TASK DETAILS: Copy all lines in the data that contain the string "junction".

(Stored data entries)
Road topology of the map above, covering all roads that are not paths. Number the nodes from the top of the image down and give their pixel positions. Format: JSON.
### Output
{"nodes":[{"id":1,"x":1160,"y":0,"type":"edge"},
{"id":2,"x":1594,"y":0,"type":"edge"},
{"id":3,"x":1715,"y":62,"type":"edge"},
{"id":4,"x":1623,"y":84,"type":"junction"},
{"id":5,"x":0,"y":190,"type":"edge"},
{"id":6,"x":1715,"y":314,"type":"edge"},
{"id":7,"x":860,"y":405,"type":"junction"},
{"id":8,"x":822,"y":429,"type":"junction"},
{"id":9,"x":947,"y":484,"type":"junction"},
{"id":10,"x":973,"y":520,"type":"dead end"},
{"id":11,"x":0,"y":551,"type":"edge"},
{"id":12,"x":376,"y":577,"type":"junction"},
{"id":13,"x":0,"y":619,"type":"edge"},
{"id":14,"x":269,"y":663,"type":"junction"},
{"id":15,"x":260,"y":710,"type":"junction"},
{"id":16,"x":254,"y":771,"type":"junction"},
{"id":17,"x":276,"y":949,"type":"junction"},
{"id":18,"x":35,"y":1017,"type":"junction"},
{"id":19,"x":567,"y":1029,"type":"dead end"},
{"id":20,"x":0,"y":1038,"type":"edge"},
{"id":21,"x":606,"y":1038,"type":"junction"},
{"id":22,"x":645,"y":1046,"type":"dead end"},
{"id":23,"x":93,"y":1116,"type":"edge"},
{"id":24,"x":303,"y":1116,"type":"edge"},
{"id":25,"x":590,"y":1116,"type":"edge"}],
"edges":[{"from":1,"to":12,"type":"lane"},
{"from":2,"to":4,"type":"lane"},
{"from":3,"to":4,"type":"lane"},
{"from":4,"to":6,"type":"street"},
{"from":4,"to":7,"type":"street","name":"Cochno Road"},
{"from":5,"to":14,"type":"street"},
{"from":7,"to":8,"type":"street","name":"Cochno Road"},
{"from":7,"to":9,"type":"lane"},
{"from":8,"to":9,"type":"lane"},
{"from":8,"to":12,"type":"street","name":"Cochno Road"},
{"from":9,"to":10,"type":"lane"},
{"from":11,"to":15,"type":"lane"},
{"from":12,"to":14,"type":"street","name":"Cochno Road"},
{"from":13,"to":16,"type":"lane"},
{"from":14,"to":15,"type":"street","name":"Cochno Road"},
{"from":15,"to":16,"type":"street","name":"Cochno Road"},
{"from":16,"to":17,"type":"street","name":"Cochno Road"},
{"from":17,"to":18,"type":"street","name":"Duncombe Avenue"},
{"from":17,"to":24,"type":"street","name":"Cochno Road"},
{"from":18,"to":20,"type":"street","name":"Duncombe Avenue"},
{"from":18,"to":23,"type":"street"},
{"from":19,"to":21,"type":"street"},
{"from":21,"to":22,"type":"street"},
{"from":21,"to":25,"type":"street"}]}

SOLUTION TO THIS TASK:
{"id":4,"x":1623,"y":84,"type":"junction"},
{"id":7,"x":860,"y":405,"type":"junction"},
{"id":8,"x":822,"y":429,"type":"junction"},
{"id":9,"x":947,"y":484,"type":"junction"},
{"id":12,"x":376,"y":577,"type":"junction"},
{"id":14,"x":269,"y":663,"type":"junction"},
{"id":15,"x":260,"y":710,"type":"junction"},
{"id":16,"x":254,"y":771,"type":"junction"},
{"id":17,"x":276,"y":949,"type":"junction"},
{"id":18,"x":35,"y":1017,"type":"junction"},
{"id":21,"x":606,"y":1038,"type":"junction"},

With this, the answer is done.